[Data records]
========================================

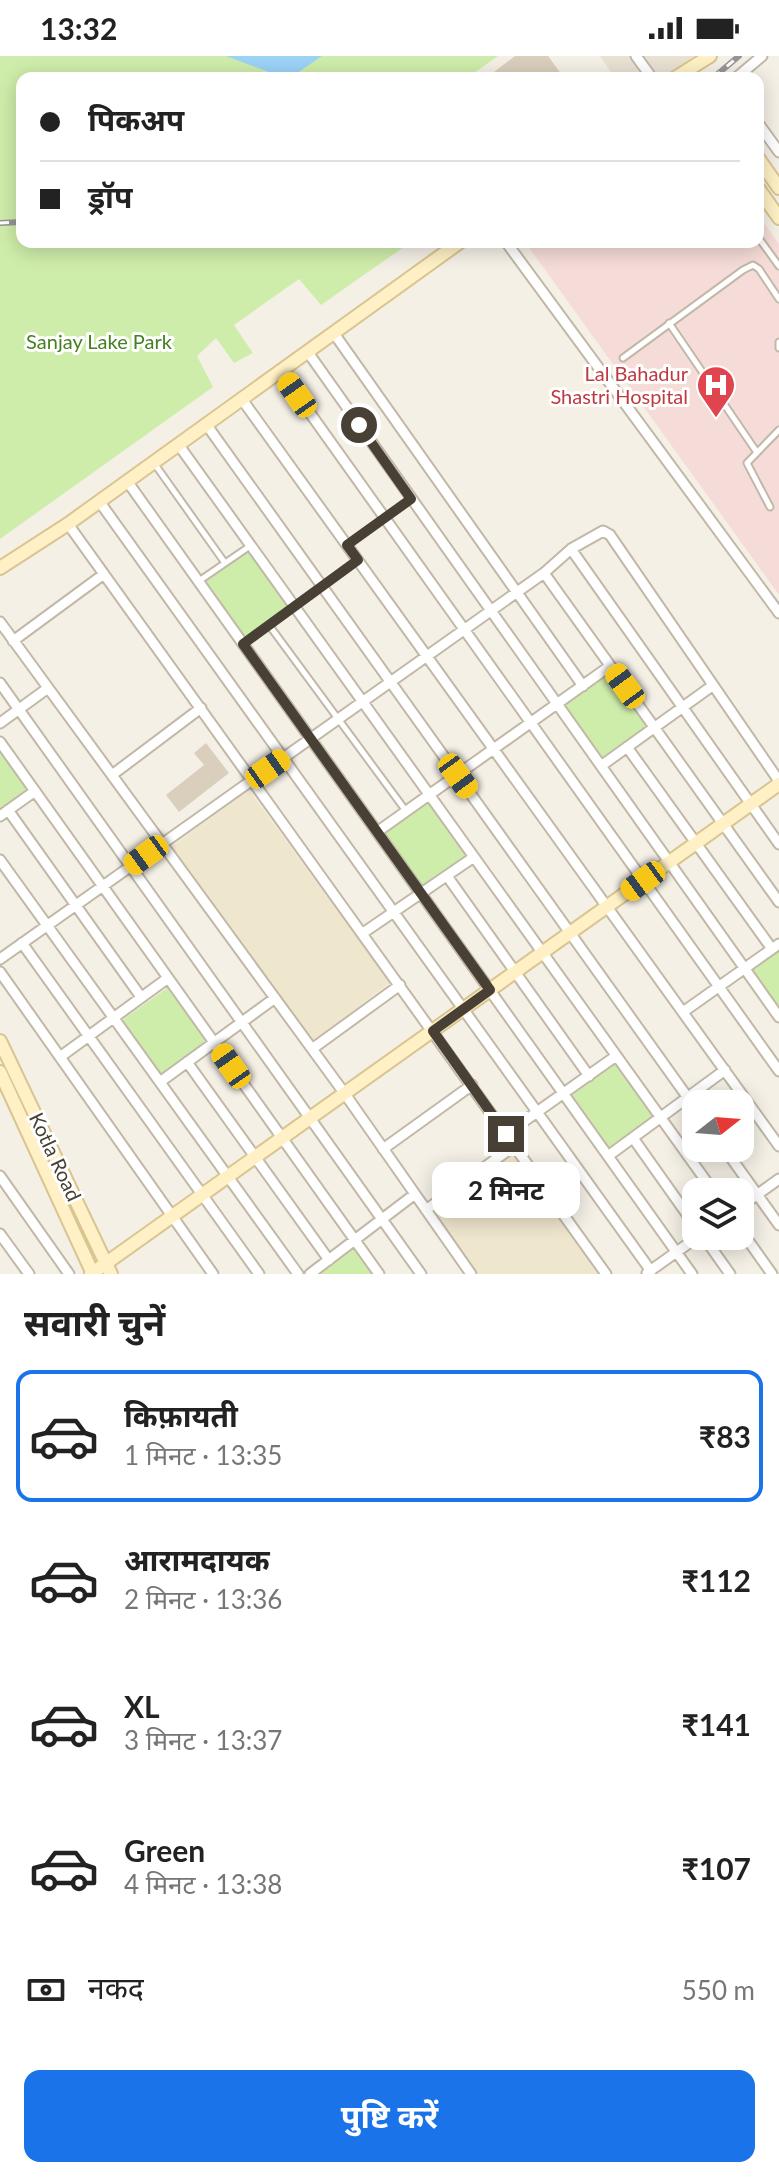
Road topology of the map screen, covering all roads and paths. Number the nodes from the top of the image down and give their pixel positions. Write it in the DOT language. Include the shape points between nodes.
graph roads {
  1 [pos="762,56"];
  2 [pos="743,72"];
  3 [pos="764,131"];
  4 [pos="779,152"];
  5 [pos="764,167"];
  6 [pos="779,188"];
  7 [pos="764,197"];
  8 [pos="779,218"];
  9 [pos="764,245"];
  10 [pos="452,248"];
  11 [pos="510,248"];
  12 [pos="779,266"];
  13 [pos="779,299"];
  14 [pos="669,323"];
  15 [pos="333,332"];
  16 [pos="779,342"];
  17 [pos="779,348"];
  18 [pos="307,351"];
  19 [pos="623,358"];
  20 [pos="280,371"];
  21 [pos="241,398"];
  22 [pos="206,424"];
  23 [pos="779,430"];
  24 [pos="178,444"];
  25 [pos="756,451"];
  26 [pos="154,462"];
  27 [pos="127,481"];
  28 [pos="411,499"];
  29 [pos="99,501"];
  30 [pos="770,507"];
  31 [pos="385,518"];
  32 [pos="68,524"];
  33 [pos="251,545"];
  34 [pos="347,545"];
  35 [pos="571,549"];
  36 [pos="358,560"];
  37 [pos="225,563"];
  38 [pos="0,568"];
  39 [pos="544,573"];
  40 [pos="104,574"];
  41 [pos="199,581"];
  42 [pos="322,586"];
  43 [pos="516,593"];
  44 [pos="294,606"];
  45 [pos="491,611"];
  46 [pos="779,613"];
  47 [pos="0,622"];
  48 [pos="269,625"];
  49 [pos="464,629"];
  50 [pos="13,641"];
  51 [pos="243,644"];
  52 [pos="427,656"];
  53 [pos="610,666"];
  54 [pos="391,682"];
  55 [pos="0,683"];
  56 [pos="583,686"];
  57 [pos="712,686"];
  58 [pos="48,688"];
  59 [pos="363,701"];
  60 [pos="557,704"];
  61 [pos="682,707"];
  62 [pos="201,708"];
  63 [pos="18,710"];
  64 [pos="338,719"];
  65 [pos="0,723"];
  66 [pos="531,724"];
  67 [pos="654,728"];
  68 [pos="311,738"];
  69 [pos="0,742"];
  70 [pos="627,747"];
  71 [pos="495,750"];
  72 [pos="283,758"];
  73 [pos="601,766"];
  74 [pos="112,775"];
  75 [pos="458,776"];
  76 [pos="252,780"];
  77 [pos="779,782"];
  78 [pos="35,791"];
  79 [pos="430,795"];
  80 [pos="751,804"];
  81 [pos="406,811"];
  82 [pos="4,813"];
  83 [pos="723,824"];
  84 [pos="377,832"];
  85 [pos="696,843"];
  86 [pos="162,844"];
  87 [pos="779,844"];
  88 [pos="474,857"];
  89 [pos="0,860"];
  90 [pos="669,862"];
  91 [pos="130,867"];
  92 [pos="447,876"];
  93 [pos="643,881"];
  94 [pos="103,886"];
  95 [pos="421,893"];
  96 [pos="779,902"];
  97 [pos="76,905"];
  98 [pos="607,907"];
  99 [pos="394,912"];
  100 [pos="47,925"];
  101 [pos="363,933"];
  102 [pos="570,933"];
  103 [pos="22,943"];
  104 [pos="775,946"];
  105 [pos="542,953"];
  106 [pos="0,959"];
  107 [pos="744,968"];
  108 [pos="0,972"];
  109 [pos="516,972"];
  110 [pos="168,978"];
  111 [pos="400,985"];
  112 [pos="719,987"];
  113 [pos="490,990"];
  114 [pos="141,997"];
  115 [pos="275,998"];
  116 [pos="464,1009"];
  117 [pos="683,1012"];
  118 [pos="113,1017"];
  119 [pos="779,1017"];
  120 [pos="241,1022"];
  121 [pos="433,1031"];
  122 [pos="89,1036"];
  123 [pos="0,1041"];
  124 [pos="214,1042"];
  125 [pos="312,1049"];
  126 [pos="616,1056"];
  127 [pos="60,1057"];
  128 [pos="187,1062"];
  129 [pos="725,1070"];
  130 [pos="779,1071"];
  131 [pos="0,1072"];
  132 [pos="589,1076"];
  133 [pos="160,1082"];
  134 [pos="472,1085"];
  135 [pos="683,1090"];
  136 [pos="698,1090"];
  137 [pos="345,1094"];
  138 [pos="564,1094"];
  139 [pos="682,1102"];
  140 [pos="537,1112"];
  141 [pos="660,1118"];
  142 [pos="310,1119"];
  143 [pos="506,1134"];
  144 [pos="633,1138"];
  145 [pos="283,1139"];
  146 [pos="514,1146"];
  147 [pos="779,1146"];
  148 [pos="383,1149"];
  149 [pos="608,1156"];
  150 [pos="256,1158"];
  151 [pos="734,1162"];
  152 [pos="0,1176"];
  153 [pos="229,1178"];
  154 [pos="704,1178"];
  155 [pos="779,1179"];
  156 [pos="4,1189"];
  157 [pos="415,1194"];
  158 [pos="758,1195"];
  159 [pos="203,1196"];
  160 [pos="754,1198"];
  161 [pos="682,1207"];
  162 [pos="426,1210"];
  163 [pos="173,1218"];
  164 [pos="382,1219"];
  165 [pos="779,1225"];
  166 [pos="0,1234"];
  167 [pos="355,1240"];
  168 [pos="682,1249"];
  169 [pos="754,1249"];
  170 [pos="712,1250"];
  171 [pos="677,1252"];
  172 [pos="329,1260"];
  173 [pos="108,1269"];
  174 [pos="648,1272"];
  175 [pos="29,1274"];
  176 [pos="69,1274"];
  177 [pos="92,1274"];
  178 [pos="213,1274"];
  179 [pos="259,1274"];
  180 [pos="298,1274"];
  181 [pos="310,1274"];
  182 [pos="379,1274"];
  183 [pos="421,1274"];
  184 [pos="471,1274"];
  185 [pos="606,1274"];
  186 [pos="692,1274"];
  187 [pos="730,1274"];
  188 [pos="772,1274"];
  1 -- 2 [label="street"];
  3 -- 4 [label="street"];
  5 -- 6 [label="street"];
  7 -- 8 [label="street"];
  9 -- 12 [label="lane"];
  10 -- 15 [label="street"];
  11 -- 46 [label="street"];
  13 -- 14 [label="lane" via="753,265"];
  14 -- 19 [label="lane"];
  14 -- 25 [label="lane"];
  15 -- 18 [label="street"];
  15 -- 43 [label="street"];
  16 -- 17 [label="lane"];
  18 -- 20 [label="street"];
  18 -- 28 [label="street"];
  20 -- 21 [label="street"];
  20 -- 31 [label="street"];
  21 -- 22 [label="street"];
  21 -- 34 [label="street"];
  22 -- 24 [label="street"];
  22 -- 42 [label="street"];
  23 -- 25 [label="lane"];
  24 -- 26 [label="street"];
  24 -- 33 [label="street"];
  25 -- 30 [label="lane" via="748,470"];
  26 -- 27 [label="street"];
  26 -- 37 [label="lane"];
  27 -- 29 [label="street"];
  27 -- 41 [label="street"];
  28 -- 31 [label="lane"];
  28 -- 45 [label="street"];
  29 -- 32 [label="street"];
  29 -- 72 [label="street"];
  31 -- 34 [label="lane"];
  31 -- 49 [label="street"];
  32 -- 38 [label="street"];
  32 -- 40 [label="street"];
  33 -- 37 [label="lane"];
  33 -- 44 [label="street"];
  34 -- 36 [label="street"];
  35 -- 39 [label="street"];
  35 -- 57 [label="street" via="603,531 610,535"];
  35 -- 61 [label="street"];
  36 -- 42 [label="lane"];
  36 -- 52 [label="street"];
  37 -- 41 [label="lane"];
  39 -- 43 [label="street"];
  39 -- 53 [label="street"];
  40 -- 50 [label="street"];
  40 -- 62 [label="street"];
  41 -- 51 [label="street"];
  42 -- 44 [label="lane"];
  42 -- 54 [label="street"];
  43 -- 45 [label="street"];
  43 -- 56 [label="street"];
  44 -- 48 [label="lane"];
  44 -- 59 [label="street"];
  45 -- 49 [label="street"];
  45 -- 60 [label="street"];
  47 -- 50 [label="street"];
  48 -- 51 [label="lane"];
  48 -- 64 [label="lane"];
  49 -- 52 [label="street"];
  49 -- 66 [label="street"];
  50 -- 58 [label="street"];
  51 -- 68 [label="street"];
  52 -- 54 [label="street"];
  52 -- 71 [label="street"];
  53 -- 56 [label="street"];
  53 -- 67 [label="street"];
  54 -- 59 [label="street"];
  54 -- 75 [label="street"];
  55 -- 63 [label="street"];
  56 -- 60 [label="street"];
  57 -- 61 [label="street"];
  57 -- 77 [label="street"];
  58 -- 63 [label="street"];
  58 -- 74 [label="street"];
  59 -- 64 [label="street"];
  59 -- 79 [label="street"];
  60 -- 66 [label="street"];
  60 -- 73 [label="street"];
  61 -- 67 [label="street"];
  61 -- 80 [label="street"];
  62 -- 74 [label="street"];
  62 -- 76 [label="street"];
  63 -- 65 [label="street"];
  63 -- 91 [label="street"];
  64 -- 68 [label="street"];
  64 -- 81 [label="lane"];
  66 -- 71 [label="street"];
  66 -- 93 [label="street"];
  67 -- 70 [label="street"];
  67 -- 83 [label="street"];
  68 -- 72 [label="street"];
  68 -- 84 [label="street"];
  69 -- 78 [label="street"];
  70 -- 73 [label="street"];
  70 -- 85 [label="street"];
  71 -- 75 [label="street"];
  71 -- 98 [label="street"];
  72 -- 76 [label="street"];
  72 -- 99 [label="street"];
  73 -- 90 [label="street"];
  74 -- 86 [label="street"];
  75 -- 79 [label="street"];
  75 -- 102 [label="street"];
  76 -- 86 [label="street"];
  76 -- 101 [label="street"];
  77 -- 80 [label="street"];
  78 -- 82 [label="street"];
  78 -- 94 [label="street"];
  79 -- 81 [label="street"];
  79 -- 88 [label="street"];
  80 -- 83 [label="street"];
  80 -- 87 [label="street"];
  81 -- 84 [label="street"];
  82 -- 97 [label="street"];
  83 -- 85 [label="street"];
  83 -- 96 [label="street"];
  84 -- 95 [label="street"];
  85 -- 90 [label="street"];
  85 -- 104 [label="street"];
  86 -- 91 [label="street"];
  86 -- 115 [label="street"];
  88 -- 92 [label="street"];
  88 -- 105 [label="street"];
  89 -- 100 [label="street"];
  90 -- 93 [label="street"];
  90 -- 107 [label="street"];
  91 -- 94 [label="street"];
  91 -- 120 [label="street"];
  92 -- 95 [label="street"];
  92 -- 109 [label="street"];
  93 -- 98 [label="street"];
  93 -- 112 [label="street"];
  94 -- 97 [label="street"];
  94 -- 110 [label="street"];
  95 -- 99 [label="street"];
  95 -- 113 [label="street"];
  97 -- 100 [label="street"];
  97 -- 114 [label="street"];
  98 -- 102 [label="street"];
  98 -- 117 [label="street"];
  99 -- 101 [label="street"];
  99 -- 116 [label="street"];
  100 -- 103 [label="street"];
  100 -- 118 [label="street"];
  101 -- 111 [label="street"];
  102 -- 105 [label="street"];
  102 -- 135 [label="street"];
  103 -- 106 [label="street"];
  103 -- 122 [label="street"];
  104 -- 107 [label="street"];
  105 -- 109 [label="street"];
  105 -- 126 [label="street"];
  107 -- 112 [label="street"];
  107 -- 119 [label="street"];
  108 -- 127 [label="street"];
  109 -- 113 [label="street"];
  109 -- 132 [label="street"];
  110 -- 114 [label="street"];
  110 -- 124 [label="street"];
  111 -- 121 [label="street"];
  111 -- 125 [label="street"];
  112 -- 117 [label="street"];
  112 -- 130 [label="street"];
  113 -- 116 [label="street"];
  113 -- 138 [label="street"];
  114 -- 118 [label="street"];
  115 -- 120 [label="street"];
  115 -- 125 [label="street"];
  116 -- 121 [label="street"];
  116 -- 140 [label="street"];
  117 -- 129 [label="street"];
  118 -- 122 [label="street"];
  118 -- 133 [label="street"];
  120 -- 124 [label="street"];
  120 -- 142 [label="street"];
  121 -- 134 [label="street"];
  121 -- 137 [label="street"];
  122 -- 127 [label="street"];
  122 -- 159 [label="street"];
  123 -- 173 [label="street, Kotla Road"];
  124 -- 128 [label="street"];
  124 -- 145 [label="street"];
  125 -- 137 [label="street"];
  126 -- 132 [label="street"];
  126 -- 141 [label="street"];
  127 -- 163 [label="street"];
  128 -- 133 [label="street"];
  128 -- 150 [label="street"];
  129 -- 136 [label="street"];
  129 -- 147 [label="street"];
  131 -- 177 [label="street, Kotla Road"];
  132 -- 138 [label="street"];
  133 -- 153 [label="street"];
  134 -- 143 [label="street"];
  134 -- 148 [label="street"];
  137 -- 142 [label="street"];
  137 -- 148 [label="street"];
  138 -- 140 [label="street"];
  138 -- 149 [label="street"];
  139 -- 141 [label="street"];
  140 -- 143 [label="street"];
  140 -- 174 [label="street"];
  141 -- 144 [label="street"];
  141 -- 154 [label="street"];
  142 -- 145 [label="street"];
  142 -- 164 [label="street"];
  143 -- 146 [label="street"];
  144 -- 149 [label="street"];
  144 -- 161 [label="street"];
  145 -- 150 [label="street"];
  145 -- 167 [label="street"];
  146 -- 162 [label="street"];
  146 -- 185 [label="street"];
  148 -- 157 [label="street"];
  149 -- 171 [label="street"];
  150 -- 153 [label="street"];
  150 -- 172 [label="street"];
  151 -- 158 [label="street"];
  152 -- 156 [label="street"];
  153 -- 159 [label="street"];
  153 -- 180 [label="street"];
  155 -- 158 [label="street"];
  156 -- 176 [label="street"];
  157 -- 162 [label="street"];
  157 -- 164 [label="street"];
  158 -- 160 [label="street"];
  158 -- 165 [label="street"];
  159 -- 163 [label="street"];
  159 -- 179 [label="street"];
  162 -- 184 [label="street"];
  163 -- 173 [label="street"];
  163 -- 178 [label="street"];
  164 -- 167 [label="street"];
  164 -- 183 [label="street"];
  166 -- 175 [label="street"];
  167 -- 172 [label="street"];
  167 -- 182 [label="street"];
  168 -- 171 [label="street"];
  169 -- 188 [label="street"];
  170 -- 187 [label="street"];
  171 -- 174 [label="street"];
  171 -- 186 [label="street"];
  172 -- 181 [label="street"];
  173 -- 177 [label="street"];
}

========================================

Directions for this task:
When a line in the data contains "Kotla", return it as written.

Solution for this exercise:
  123 -- 173 [label="street, Kotla Road"];
  131 -- 177 [label="street, Kotla Road"];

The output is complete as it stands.